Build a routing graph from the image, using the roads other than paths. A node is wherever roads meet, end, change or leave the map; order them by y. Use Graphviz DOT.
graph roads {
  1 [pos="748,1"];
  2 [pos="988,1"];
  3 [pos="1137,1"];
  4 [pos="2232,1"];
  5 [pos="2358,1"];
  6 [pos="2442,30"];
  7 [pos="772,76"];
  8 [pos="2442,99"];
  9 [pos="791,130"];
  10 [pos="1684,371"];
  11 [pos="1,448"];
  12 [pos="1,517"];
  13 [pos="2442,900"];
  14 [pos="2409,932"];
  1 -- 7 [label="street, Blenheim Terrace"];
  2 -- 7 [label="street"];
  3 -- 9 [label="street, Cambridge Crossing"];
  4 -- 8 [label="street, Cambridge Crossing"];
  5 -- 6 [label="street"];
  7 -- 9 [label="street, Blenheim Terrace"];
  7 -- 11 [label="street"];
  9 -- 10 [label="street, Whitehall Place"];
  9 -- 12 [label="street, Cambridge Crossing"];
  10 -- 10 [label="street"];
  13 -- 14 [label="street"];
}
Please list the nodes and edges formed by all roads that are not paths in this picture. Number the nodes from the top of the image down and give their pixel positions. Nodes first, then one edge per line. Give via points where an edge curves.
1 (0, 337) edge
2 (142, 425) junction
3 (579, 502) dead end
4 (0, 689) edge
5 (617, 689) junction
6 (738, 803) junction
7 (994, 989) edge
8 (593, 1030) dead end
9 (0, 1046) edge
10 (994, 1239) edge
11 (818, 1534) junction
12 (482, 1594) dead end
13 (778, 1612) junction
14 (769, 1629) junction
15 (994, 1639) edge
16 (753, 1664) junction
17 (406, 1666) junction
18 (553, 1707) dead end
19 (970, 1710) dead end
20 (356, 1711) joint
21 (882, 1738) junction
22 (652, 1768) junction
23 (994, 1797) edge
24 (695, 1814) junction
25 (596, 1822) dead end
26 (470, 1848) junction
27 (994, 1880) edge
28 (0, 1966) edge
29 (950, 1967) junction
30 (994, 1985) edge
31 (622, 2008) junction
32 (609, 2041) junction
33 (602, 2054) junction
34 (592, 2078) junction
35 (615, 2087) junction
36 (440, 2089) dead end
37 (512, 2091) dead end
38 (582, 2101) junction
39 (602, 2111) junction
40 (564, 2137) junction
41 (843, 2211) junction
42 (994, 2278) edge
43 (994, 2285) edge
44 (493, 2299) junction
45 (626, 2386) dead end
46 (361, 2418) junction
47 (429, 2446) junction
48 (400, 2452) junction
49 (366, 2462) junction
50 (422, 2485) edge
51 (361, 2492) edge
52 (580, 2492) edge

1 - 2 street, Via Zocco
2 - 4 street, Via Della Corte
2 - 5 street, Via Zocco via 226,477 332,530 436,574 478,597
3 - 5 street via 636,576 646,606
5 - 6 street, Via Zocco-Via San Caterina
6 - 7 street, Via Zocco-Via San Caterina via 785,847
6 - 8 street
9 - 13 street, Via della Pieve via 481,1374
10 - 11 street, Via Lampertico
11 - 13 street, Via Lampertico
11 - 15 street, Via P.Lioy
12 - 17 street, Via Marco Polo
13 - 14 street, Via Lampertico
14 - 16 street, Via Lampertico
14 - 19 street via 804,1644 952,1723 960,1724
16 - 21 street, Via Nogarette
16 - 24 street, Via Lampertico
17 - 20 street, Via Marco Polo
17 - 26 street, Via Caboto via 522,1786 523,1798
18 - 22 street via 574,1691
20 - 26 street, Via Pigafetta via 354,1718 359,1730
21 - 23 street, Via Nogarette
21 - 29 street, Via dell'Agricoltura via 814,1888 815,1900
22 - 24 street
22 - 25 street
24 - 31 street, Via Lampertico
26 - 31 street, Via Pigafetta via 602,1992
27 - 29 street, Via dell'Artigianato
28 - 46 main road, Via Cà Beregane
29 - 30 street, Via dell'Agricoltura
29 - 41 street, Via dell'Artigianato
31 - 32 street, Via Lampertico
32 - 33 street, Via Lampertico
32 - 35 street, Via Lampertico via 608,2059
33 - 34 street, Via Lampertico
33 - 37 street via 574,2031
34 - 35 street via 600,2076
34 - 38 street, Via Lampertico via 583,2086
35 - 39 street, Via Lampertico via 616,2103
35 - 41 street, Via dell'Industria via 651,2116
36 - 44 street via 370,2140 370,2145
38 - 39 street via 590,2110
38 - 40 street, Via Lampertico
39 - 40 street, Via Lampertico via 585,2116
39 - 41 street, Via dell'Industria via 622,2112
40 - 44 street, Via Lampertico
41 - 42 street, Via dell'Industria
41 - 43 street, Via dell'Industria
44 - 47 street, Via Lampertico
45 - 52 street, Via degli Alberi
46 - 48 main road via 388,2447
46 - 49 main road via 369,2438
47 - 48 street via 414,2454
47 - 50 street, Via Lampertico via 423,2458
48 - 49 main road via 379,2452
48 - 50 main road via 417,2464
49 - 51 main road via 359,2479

-------------------------

Exercise requirements:
Output the listing above exactly, keeping each line as it was.

Written answer:
Build a routing graph from the image, using the roads other than paths. A node is wherever roads meet, end, change or leave the map; order them by y. Use Graphviz DOT.
graph roads {
  1 [pos="748,1"];
  2 [pos="988,1"];
  3 [pos="1137,1"];
  4 [pos="2232,1"];
  5 [pos="2358,1"];
  6 [pos="2442,30"];
  7 [pos="772,76"];
  8 [pos="2442,99"];
  9 [pos="791,130"];
  10 [pos="1684,371"];
  11 [pos="1,448"];
  12 [pos="1,517"];
  13 [pos="2442,900"];
  14 [pos="2409,932"];
  1 -- 7 [label="street, Blenheim Terrace"];
  2 -- 7 [label="street"];
  3 -- 9 [label="street, Cambridge Crossing"];
  4 -- 8 [label="street, Cambridge Crossing"];
  5 -- 6 [label="street"];
  7 -- 9 [label="street, Blenheim Terrace"];
  7 -- 11 [label="street"];
  9 -- 10 [label="street, Whitehall Place"];
  9 -- 12 [label="street, Cambridge Crossing"];
  10 -- 10 [label="street"];
  13 -- 14 [label="street"];
}
Please list the nodes and edges formed by all roads that are not paths in this picture. Number the nodes from the top of the image down and give their pixel positions. Nodes first, then one edge per line. Give via points where an edge curves.
1 (0, 337) edge
2 (142, 425) junction
3 (579, 502) dead end
4 (0, 689) edge
5 (617, 689) junction
6 (738, 803) junction
7 (994, 989) edge
8 (593, 1030) dead end
9 (0, 1046) edge
10 (994, 1239) edge
11 (818, 1534) junction
12 (482, 1594) dead end
13 (778, 1612) junction
14 (769, 1629) junction
15 (994, 1639) edge
16 (753, 1664) junction
17 (406, 1666) junction
18 (553, 1707) dead end
19 (970, 1710) dead end
20 (356, 1711) joint
21 (882, 1738) junction
22 (652, 1768) junction
23 (994, 1797) edge
24 (695, 1814) junction
25 (596, 1822) dead end
26 (470, 1848) junction
27 (994, 1880) edge
28 (0, 1966) edge
29 (950, 1967) junction
30 (994, 1985) edge
31 (622, 2008) junction
32 (609, 2041) junction
33 (602, 2054) junction
34 (592, 2078) junction
35 (615, 2087) junction
36 (440, 2089) dead end
37 (512, 2091) dead end
38 (582, 2101) junction
39 (602, 2111) junction
40 (564, 2137) junction
41 (843, 2211) junction
42 (994, 2278) edge
43 (994, 2285) edge
44 (493, 2299) junction
45 (626, 2386) dead end
46 (361, 2418) junction
47 (429, 2446) junction
48 (400, 2452) junction
49 (366, 2462) junction
50 (422, 2485) edge
51 (361, 2492) edge
52 (580, 2492) edge

1 - 2 street, Via Zocco
2 - 4 street, Via Della Corte
2 - 5 street, Via Zocco via 226,477 332,530 436,574 478,597
3 - 5 street via 636,576 646,606
5 - 6 street, Via Zocco-Via San Caterina
6 - 7 street, Via Zocco-Via San Caterina via 785,847
6 - 8 street
9 - 13 street, Via della Pieve via 481,1374
10 - 11 street, Via Lampertico
11 - 13 street, Via Lampertico
11 - 15 street, Via P.Lioy
12 - 17 street, Via Marco Polo
13 - 14 street, Via Lampertico
14 - 16 street, Via Lampertico
14 - 19 street via 804,1644 952,1723 960,1724
16 - 21 street, Via Nogarette
16 - 24 street, Via Lampertico
17 - 20 street, Via Marco Polo
17 - 26 street, Via Caboto via 522,1786 523,1798
18 - 22 street via 574,1691
20 - 26 street, Via Pigafetta via 354,1718 359,1730
21 - 23 street, Via Nogarette
21 - 29 street, Via dell'Agricoltura via 814,1888 815,1900
22 - 24 street
22 - 25 street
24 - 31 street, Via Lampertico
26 - 31 street, Via Pigafetta via 602,1992
27 - 29 street, Via dell'Artigianato
28 - 46 main road, Via Cà Beregane
29 - 30 street, Via dell'Agricoltura
29 - 41 street, Via dell'Artigianato
31 - 32 street, Via Lampertico
32 - 33 street, Via Lampertico
32 - 35 street, Via Lampertico via 608,2059
33 - 34 street, Via Lampertico
33 - 37 street via 574,2031
34 - 35 street via 600,2076
34 - 38 street, Via Lampertico via 583,2086
35 - 39 street, Via Lampertico via 616,2103
35 - 41 street, Via dell'Industria via 651,2116
36 - 44 street via 370,2140 370,2145
38 - 39 street via 590,2110
38 - 40 street, Via Lampertico
39 - 40 street, Via Lampertico via 585,2116
39 - 41 street, Via dell'Industria via 622,2112
40 - 44 street, Via Lampertico
41 - 42 street, Via dell'Industria
41 - 43 street, Via dell'Industria
44 - 47 street, Via Lampertico
45 - 52 street, Via degli Alberi
46 - 48 main road via 388,2447
46 - 49 main road via 369,2438
47 - 48 street via 414,2454
47 - 50 street, Via Lampertico via 423,2458
48 - 49 main road via 379,2452
48 - 50 main road via 417,2464
49 - 51 main road via 359,2479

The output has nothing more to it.